OSHA Assistant Secretary David Michaels today released a set of Recommended Practices for Safety and Health Programs to help employers establish a methodical approach to improving safety at their workplaces. The recommendations update OSHA's 1989 guidelines to reflect changes in the economy, workplaces, and evolving safety and health issues. Key principles include: leadership from the top to send a message that safety and health is critical to business operations; worker participation in finding solutions; and a systematic approach to find and fix hazards. "We know that working together to implement these programs will help prevent injuries and illnesses, and also make businesses more sustainable," said Dr. Michaels, who released the document at the National Safety Council Congress in Anaheim, Calif. In his remarks, he asked business groups and safety and health professionals to help spread the word through a campaign that encourages creation of a safety and health program using OSHA's recommendations or others.
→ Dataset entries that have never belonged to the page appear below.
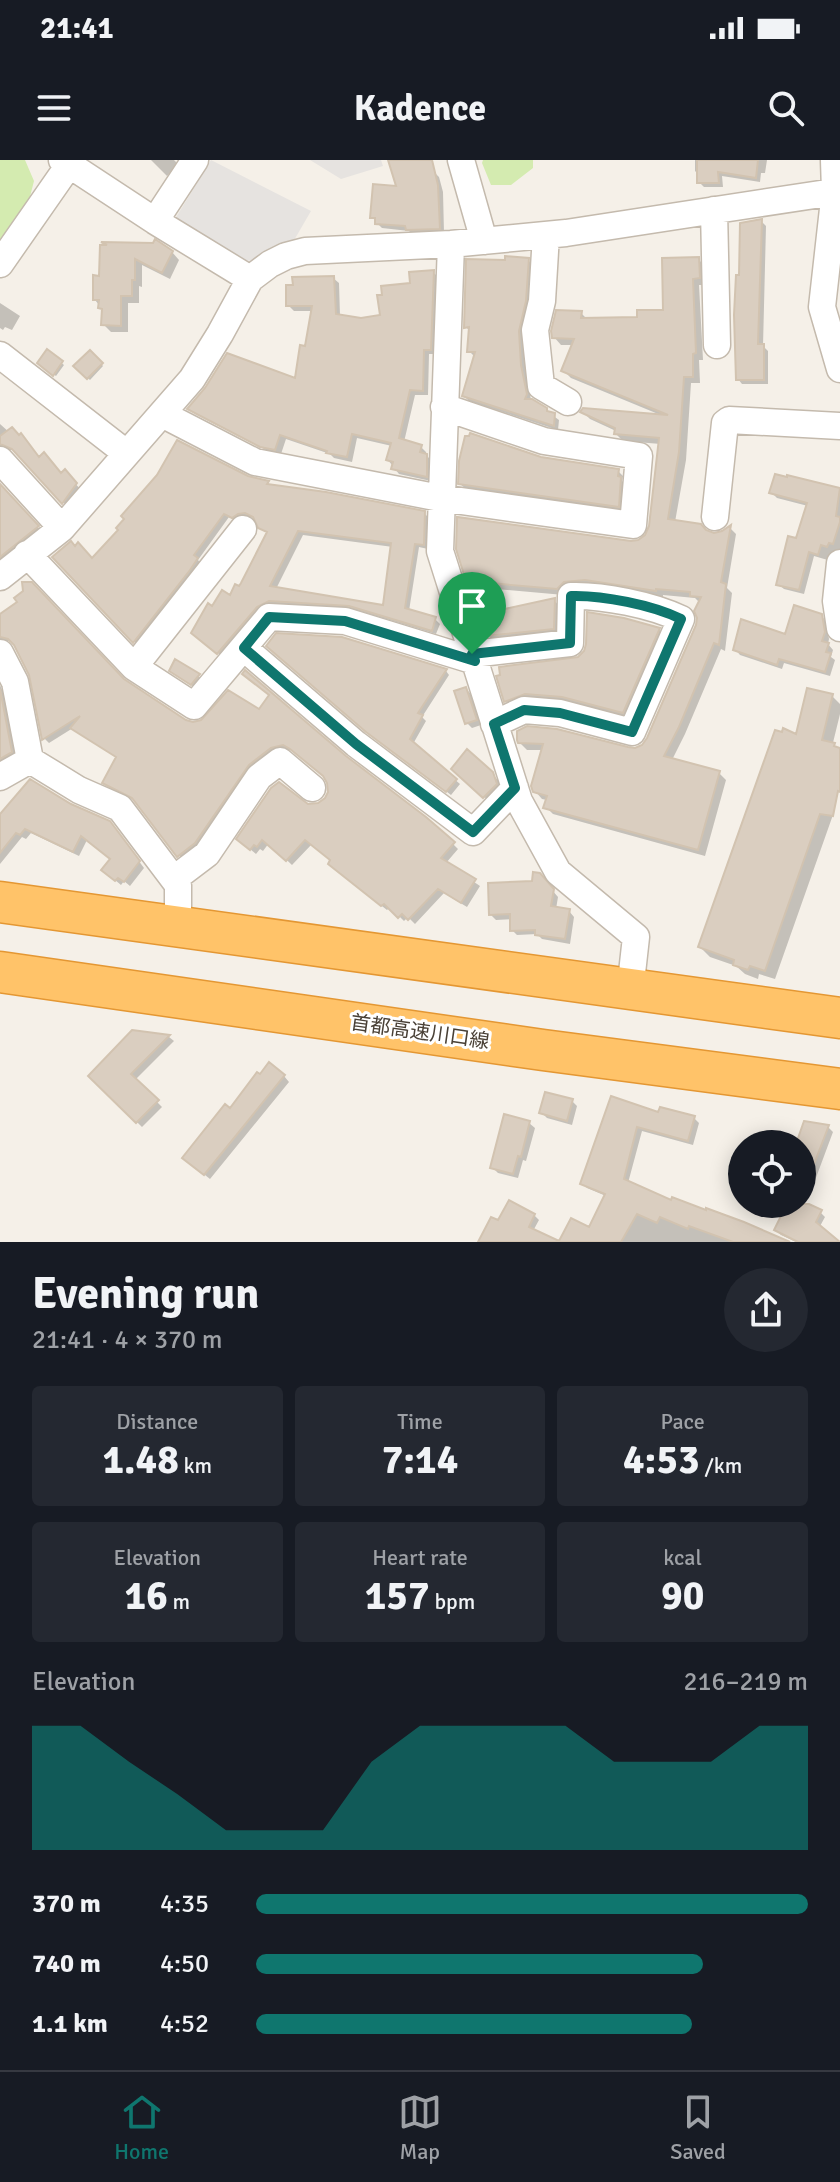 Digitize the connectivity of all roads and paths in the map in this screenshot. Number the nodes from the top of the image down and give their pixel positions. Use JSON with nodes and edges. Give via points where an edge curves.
{"nodes":[{"id":1,"x":195,"y":160,"type":"edge"},
{"id":2,"x":461,"y":160,"type":"edge"},
{"id":3,"x":834,"y":160,"type":"edge"},
{"id":4,"x":66,"y":162,"type":"edge"},
{"id":5,"x":838,"y":191,"type":"edge"},
{"id":6,"x":714,"y":210,"type":"junction"},
{"id":7,"x":155,"y":221,"type":"junction"},
{"id":8,"x":546,"y":235,"type":"junction"},
{"id":9,"x":484,"y":241,"type":"junction"},
{"id":10,"x":451,"y":244,"type":"junction"},
{"id":11,"x":0,"y":264,"type":"edge"},
{"id":12,"x":250,"y":279,"type":"junction"},
{"id":13,"x":717,"y":345,"type":"dead end"},
{"id":14,"x":0,"y":355,"type":"edge"},
{"id":15,"x":840,"y":369,"type":"edge"},
{"id":16,"x":568,"y":402,"type":"dead end"},
{"id":17,"x":444,"y":407,"type":"junction"},
{"id":18,"x":162,"y":414,"type":"junction"},
{"id":19,"x":840,"y":426,"type":"edge"},
{"id":20,"x":126,"y":453,"type":"junction"},
{"id":21,"x":0,"y":460,"type":"edge"},
{"id":22,"x":440,"y":498,"type":"junction"},
{"id":23,"x":715,"y":517,"type":"dead end"},
{"id":24,"x":62,"y":528,"type":"junction"},
{"id":25,"x":243,"y":529,"type":"dead end"},
{"id":26,"x":27,"y":554,"type":"junction"},
{"id":27,"x":840,"y":563,"type":"edge"},
{"id":28,"x":0,"y":577,"type":"edge"},
{"id":29,"x":840,"y":628,"type":"edge"},
{"id":30,"x":244,"y":648,"type":"junction"},
{"id":31,"x":0,"y":653,"type":"edge"},
{"id":32,"x":474,"y":658,"type":"junction"},
{"id":33,"x":134,"y":667,"type":"junction"},
{"id":34,"x":494,"y":724,"type":"junction"},
{"id":35,"x":30,"y":760,"type":"junction"},
{"id":36,"x":0,"y":777,"type":"edge"},
{"id":37,"x":312,"y":788,"type":"dead end"},
{"id":38,"x":515,"y":788,"type":"junction"},
{"id":39,"x":174,"y":879,"type":"junction"},
{"id":40,"x":0,"y":902,"type":"edge"},
{"id":41,"x":178,"y":916,"type":"dead end"},
{"id":42,"x":0,"y":972,"type":"edge"},
{"id":43,"x":631,"y":982,"type":"dead end"},
{"id":44,"x":840,"y":1018,"type":"edge"},
{"id":45,"x":334,"y":1020,"type":"junction"},
{"id":46,"x":840,"y":1069,"type":"edge"},
{"id":47,"x":840,"y":1089,"type":"edge"}],
"edges":[{"from":1,"to":7,"type":"street"},
{"from":2,"to":9,"type":"street"},
{"from":3,"to":5,"type":"street"},
{"from":4,"to":7,"type":"street"},
{"from":4,"to":11,"type":"street"},
{"from":5,"to":6,"type":"street"},
{"from":5,"to":15,"type":"street","via":[[822,307]]},
{"from":6,"to":8,"type":"street"},
{"from":6,"to":13,"type":"street"},
{"from":7,"to":12,"type":"street"},
{"from":8,"to":9,"type":"street"},
{"from":8,"to":16,"type":"street","via":[[535,330],[541,386]]},
{"from":9,"to":10,"type":"street"},
{"from":10,"to":12,"type":"street","via":[[305,251],[270,264]]},
{"from":10,"to":17,"type":"street"},
{"from":12,"to":18,"type":"street","via":[[192,379]]},
{"from":14,"to":20,"type":"street"},
{"from":17,"to":22,"type":"street"},
{"from":17,"to":22,"type":"street","via":[[544,441],[639,456],[633,525]]},
{"from":18,"to":20,"type":"street"},
{"from":18,"to":22,"type":"street","via":[[255,462]]},
{"from":19,"to":23,"type":"street","via":[[729,420]]},
{"from":20,"to":24,"type":"street"},
{"from":21,"to":24,"type":"street"},
{"from":22,"to":32,"type":"street","via":[[440,551]]},
{"from":24,"to":26,"type":"street"},
{"from":25,"to":33,"type":"street"},
{"from":26,"to":28,"type":"street"},
{"from":26,"to":33,"type":"street"},
{"from":27,"to":29,"type":"street"},
{"from":30,"to":32,"type":"street","via":[[269,617],[345,621]]},
{"from":30,"to":33,"type":"street","via":[[194,706]]},
{"from":30,"to":38,"type":"street","via":[[356,744],[473,832]]},
{"from":31,"to":35,"type":"street","via":[[15,682]]},
{"from":32,"to":34,"type":"street"},
{"from":32,"to":34,"type":"street","via":[[570,643],[571,596],[665,611],[681,619],[632,732],[560,713],[524,710]]},
{"from":34,"to":38,"type":"street"},
{"from":35,"to":36,"type":"street"},
{"from":35,"to":39,"type":"street","via":[[120,808]]},
{"from":37,"to":39,"type":"street","via":[[280,761],[259,777],[207,854]]},
{"from":38,"to":43,"type":"street","via":[[558,872],[636,937]]},
{"from":39,"to":41,"type":"street"},
{"from":40,"to":44,"type":"highway"},
{"from":42,"to":45,"type":"highway","name":"首都高速川口線"},
{"from":45,"to":46,"type":"highway","via":[[555,1031]]},
{"from":45,"to":47,"type":"highway","name":"首都高速川口線"}]} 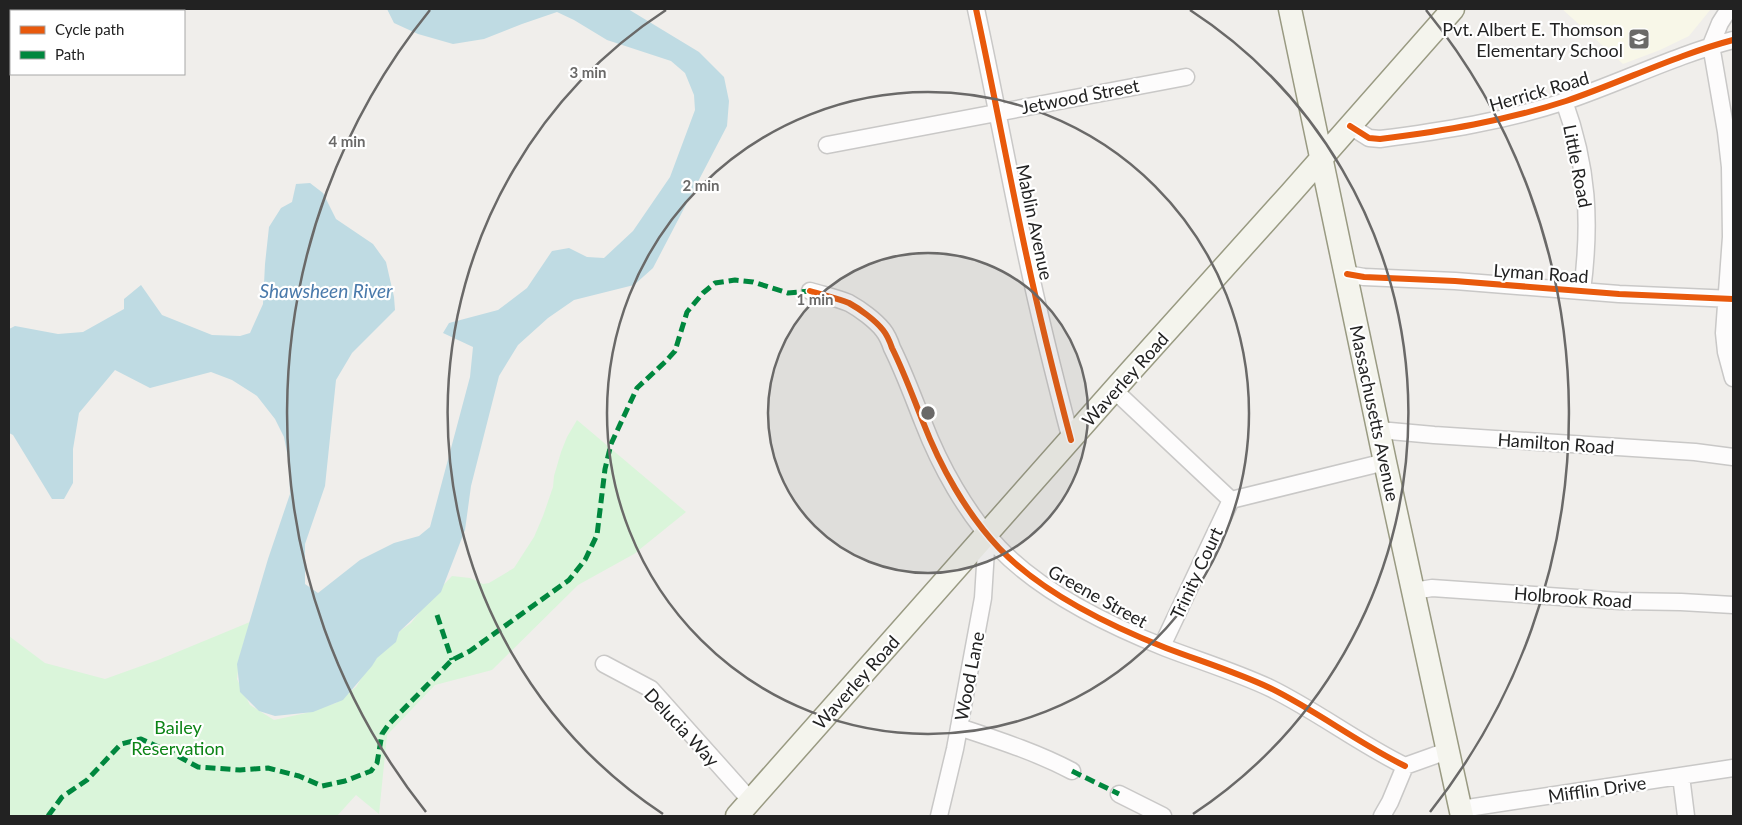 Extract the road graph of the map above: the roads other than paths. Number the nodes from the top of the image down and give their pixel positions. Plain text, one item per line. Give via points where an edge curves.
1 (976, 9) edge
2 (1290, 9) edge
3 (1453, 9) edge
4 (1729, 9) edge
5 (1733, 40) edge
6 (1711, 45) junction
7 (1186, 77) dead end
8 (1564, 101) junction
9 (999, 111) junction
10 (1350, 126) junction
11 (827, 145) dead end
12 (1322, 158) junction
13 (1347, 274) junction
14 (1582, 291) junction
15 (810, 292) dead end
16 (1729, 298) edge
17 (1733, 378) edge
18 (1114, 390) junction
19 (1379, 430) junction
20 (1071, 440) junction
21 (1733, 457) edge
22 (1385, 462) junction
23 (1230, 500) junction
24 (987, 534) junction
25 (1414, 591) junction
26 (1733, 605) edge
27 (1162, 646) junction
28 (604, 664) dead end
29 (959, 727) junction
30 (1447, 751) junction
31 (1404, 766) junction
32 (1733, 768) edge
33 (1072, 770) dead end
34 (1681, 776) junction
35 (1119, 794) dead end
36 (744, 808) edge
37 (1461, 813) edge
38 (939, 816) edge
39 (1163, 816) edge
40 (1382, 816) edge
41 (1686, 816) edge

1 - 9 street, Mablin Avenue
2 - 12 main road, Massachusetts Avenue
3 - 10 main road, Waverley Road
4 - 6 street
5 - 6 street, Herrick Road
6 - 8 street, Herrick Road
6 - 16 street via 1730,167
7 - 9 street, Jetwood Street
8 - 10 street, Herrick Road via 1463,127 1380,139 1369,138
8 - 14 street, Little Road via 1574,130 1586,191 1588,219
9 - 11 street, Jetwood Street
9 - 20 street, Mablin Avenue via 1027,258
10 - 12 main road, Waverley Road
12 - 13 main road, Massachusetts Avenue
12 - 18 main road, Waverley Road
13 - 14 street, Lyman Road
13 - 19 main road, Massachusetts Avenue
14 - 16 street, Lyman Road
15 - 24 street, Greene Street via 849,303 884,331 937,455
16 - 17 street via 1724,333
18 - 20 main road, Waverley Road
18 - 23 street
19 - 21 street, Hamilton Road
19 - 22 main road, Massachusetts Avenue
20 - 24 main road, Waverley Road
22 - 23 street
22 - 25 main road, Massachusetts Avenue
23 - 27 street, Trinity Court
24 - 27 street, Greene Street via 1013,562 1060,596
24 - 29 street, Wood Lane via 983,598
24 - 36 main road, Waverley Road
25 - 26 street, Holbrook Road via 1432,588
25 - 30 main road, Massachusetts Avenue
27 - 31 street, Greene Street via 1268,688
28 - 36 street, Delucia Way via 651,689
29 - 33 street via 1006,742
29 - 38 street, Wood Lane
30 - 31 street
30 - 37 main road, Massachusetts Avenue
31 - 40 street
32 - 34 street, Mifflin Drive
34 - 37 street, Mifflin Drive
34 - 41 street
35 - 39 street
OSHA has released a one-minute video, available in English and Spanish, to inform workers exposed to jobsite hazards of their right to file a complaint with OSHA. The video emphasizes that filing a complaint is easy and confidential and that it is illegal for employers to retaliate against workers for doing so.
OSHA has released two fact sheets that stress the importance of tracking metrics and investigating potential hazards to prevent workplace injuries, illnesses and fatalities. The Use of Metrics in Process Safety Management Facilities provides employers with a list metrics, or measurements, tracked by facilities in OSHA's Voluntary Protection Programs that handle highly hazardous chemicals. OSHA and the Environmental Protection Agency collaborated on The Importance of Root Cause Analysis During Incident Investigation, which urges employers to investigate incidents that nearly led to a worker injury and find ways to prevent similar incidents.